**WHAT YOU WILL DO:** Type out the data again. Keep every line exactly the same.

+ + +

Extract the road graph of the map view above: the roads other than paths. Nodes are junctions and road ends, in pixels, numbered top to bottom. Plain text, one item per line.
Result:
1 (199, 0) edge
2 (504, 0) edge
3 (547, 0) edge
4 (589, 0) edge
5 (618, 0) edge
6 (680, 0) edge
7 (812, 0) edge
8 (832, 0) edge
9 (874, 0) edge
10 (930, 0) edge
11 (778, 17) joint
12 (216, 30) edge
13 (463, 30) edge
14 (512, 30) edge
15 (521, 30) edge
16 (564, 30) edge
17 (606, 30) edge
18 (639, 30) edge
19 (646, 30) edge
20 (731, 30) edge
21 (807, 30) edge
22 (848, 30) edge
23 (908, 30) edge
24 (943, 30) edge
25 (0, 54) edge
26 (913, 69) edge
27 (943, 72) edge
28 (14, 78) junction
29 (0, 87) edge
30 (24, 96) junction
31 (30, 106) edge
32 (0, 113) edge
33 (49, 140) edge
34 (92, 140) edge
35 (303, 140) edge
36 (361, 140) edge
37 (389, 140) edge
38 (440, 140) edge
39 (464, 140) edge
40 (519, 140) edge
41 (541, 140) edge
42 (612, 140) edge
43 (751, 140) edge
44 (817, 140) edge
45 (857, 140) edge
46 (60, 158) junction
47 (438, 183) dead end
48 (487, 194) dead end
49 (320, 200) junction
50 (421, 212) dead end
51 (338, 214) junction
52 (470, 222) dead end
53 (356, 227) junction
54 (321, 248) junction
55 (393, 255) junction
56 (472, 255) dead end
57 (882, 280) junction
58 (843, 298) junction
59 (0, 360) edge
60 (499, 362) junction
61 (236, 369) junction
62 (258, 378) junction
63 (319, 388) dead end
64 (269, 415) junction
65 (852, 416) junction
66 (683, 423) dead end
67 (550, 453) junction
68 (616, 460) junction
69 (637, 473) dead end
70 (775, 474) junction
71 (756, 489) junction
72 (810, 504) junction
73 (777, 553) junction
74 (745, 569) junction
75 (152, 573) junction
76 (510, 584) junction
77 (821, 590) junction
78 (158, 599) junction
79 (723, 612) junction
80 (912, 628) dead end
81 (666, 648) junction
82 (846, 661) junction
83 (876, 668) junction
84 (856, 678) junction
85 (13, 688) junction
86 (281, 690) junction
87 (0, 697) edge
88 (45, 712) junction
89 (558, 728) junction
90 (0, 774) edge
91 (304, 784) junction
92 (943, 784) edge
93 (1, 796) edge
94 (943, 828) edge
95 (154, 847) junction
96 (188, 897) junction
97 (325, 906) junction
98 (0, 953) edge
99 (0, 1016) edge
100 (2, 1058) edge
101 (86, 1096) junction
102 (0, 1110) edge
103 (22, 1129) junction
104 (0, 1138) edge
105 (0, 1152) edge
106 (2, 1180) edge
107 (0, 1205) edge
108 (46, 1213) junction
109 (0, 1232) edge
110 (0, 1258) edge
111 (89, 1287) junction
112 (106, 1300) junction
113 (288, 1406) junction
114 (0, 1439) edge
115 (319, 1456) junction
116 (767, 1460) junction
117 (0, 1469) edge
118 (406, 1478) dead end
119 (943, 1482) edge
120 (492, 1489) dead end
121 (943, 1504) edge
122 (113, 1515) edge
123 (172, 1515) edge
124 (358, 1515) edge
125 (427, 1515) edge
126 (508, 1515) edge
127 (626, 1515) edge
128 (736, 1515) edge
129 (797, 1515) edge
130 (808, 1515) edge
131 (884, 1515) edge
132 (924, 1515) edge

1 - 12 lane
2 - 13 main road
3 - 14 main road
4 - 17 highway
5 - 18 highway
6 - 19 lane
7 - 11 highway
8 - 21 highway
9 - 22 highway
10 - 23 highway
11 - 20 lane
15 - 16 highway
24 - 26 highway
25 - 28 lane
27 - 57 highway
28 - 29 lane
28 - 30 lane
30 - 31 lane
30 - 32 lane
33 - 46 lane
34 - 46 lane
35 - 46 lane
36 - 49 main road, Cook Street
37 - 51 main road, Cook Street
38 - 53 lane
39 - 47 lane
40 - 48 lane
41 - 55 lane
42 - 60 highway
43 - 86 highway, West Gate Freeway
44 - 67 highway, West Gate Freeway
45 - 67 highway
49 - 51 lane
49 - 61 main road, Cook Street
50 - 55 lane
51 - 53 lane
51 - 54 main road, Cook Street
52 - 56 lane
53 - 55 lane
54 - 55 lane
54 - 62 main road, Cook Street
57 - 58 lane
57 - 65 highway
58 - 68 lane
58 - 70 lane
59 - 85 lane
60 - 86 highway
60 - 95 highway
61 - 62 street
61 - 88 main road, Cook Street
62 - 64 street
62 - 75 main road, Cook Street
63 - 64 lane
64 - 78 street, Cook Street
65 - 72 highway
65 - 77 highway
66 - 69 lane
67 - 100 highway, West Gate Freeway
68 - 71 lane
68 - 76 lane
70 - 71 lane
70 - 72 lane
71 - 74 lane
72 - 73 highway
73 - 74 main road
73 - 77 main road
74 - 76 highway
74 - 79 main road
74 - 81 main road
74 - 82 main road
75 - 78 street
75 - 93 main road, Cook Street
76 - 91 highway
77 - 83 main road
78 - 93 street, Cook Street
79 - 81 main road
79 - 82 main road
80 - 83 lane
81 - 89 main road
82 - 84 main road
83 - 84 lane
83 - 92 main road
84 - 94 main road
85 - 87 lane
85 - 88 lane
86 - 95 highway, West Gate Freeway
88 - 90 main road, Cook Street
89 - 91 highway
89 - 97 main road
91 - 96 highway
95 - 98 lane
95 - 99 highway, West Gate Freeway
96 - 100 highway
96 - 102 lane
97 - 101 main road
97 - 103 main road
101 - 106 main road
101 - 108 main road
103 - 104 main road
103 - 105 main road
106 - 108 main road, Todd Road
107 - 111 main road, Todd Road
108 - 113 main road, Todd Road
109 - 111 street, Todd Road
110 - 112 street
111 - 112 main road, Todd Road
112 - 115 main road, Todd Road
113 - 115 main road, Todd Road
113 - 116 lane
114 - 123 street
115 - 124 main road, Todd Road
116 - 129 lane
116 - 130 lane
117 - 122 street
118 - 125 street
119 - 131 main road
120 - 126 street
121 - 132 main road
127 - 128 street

+ + +

**YOUR SOLUTION:**
Extract the road graph of the map view above: the roads other than paths. Nodes are junctions and road ends, in pixels, numbered top to bottom. Plain text, one item per line.
Result:
1 (199, 0) edge
2 (504, 0) edge
3 (547, 0) edge
4 (589, 0) edge
5 (618, 0) edge
6 (680, 0) edge
7 (812, 0) edge
8 (832, 0) edge
9 (874, 0) edge
10 (930, 0) edge
11 (778, 17) joint
12 (216, 30) edge
13 (463, 30) edge
14 (512, 30) edge
15 (521, 30) edge
16 (564, 30) edge
17 (606, 30) edge
18 (639, 30) edge
19 (646, 30) edge
20 (731, 30) edge
21 (807, 30) edge
22 (848, 30) edge
23 (908, 30) edge
24 (943, 30) edge
25 (0, 54) edge
26 (913, 69) edge
27 (943, 72) edge
28 (14, 78) junction
29 (0, 87) edge
30 (24, 96) junction
31 (30, 106) edge
32 (0, 113) edge
33 (49, 140) edge
34 (92, 140) edge
35 (303, 140) edge
36 (361, 140) edge
37 (389, 140) edge
38 (440, 140) edge
39 (464, 140) edge
40 (519, 140) edge
41 (541, 140) edge
42 (612, 140) edge
43 (751, 140) edge
44 (817, 140) edge
45 (857, 140) edge
46 (60, 158) junction
47 (438, 183) dead end
48 (487, 194) dead end
49 (320, 200) junction
50 (421, 212) dead end
51 (338, 214) junction
52 (470, 222) dead end
53 (356, 227) junction
54 (321, 248) junction
55 (393, 255) junction
56 (472, 255) dead end
57 (882, 280) junction
58 (843, 298) junction
59 (0, 360) edge
60 (499, 362) junction
61 (236, 369) junction
62 (258, 378) junction
63 (319, 388) dead end
64 (269, 415) junction
65 (852, 416) junction
66 (683, 423) dead end
67 (550, 453) junction
68 (616, 460) junction
69 (637, 473) dead end
70 (775, 474) junction
71 (756, 489) junction
72 (810, 504) junction
73 (777, 553) junction
74 (745, 569) junction
75 (152, 573) junction
76 (510, 584) junction
77 (821, 590) junction
78 (158, 599) junction
79 (723, 612) junction
80 (912, 628) dead end
81 (666, 648) junction
82 (846, 661) junction
83 (876, 668) junction
84 (856, 678) junction
85 (13, 688) junction
86 (281, 690) junction
87 (0, 697) edge
88 (45, 712) junction
89 (558, 728) junction
90 (0, 774) edge
91 (304, 784) junction
92 (943, 784) edge
93 (1, 796) edge
94 (943, 828) edge
95 (154, 847) junction
96 (188, 897) junction
97 (325, 906) junction
98 (0, 953) edge
99 (0, 1016) edge
100 (2, 1058) edge
101 (86, 1096) junction
102 (0, 1110) edge
103 (22, 1129) junction
104 (0, 1138) edge
105 (0, 1152) edge
106 (2, 1180) edge
107 (0, 1205) edge
108 (46, 1213) junction
109 (0, 1232) edge
110 (0, 1258) edge
111 (89, 1287) junction
112 (106, 1300) junction
113 (288, 1406) junction
114 (0, 1439) edge
115 (319, 1456) junction
116 (767, 1460) junction
117 (0, 1469) edge
118 (406, 1478) dead end
119 (943, 1482) edge
120 (492, 1489) dead end
121 (943, 1504) edge
122 (113, 1515) edge
123 (172, 1515) edge
124 (358, 1515) edge
125 (427, 1515) edge
126 (508, 1515) edge
127 (626, 1515) edge
128 (736, 1515) edge
129 (797, 1515) edge
130 (808, 1515) edge
131 (884, 1515) edge
132 (924, 1515) edge

1 - 12 lane
2 - 13 main road
3 - 14 main road
4 - 17 highway
5 - 18 highway
6 - 19 lane
7 - 11 highway
8 - 21 highway
9 - 22 highway
10 - 23 highway
11 - 20 lane
15 - 16 highway
24 - 26 highway
25 - 28 lane
27 - 57 highway
28 - 29 lane
28 - 30 lane
30 - 31 lane
30 - 32 lane
33 - 46 lane
34 - 46 lane
35 - 46 lane
36 - 49 main road, Cook Street
37 - 51 main road, Cook Street
38 - 53 lane
39 - 47 lane
40 - 48 lane
41 - 55 lane
42 - 60 highway
43 - 86 highway, West Gate Freeway
44 - 67 highway, West Gate Freeway
45 - 67 highway
49 - 51 lane
49 - 61 main road, Cook Street
50 - 55 lane
51 - 53 lane
51 - 54 main road, Cook Street
52 - 56 lane
53 - 55 lane
54 - 55 lane
54 - 62 main road, Cook Street
57 - 58 lane
57 - 65 highway
58 - 68 lane
58 - 70 lane
59 - 85 lane
60 - 86 highway
60 - 95 highway
61 - 62 street
61 - 88 main road, Cook Street
62 - 64 street
62 - 75 main road, Cook Street
63 - 64 lane
64 - 78 street, Cook Street
65 - 72 highway
65 - 77 highway
66 - 69 lane
67 - 100 highway, West Gate Freeway
68 - 71 lane
68 - 76 lane
70 - 71 lane
70 - 72 lane
71 - 74 lane
72 - 73 highway
73 - 74 main road
73 - 77 main road
74 - 76 highway
74 - 79 main road
74 - 81 main road
74 - 82 main road
75 - 78 street
75 - 93 main road, Cook Street
76 - 91 highway
77 - 83 main road
78 - 93 street, Cook Street
79 - 81 main road
79 - 82 main road
80 - 83 lane
81 - 89 main road
82 - 84 main road
83 - 84 lane
83 - 92 main road
84 - 94 main road
85 - 87 lane
85 - 88 lane
86 - 95 highway, West Gate Freeway
88 - 90 main road, Cook Street
89 - 91 highway
89 - 97 main road
91 - 96 highway
95 - 98 lane
95 - 99 highway, West Gate Freeway
96 - 100 highway
96 - 102 lane
97 - 101 main road
97 - 103 main road
101 - 106 main road
101 - 108 main road
103 - 104 main road
103 - 105 main road
106 - 108 main road, Todd Road
107 - 111 main road, Todd Road
108 - 113 main road, Todd Road
109 - 111 street, Todd Road
110 - 112 street
111 - 112 main road, Todd Road
112 - 115 main road, Todd Road
113 - 115 main road, Todd Road
113 - 116 lane
114 - 123 street
115 - 124 main road, Todd Road
116 - 129 lane
116 - 130 lane
117 - 122 street
118 - 125 street
119 - 131 main road
120 - 126 street
121 - 132 main road
127 - 128 street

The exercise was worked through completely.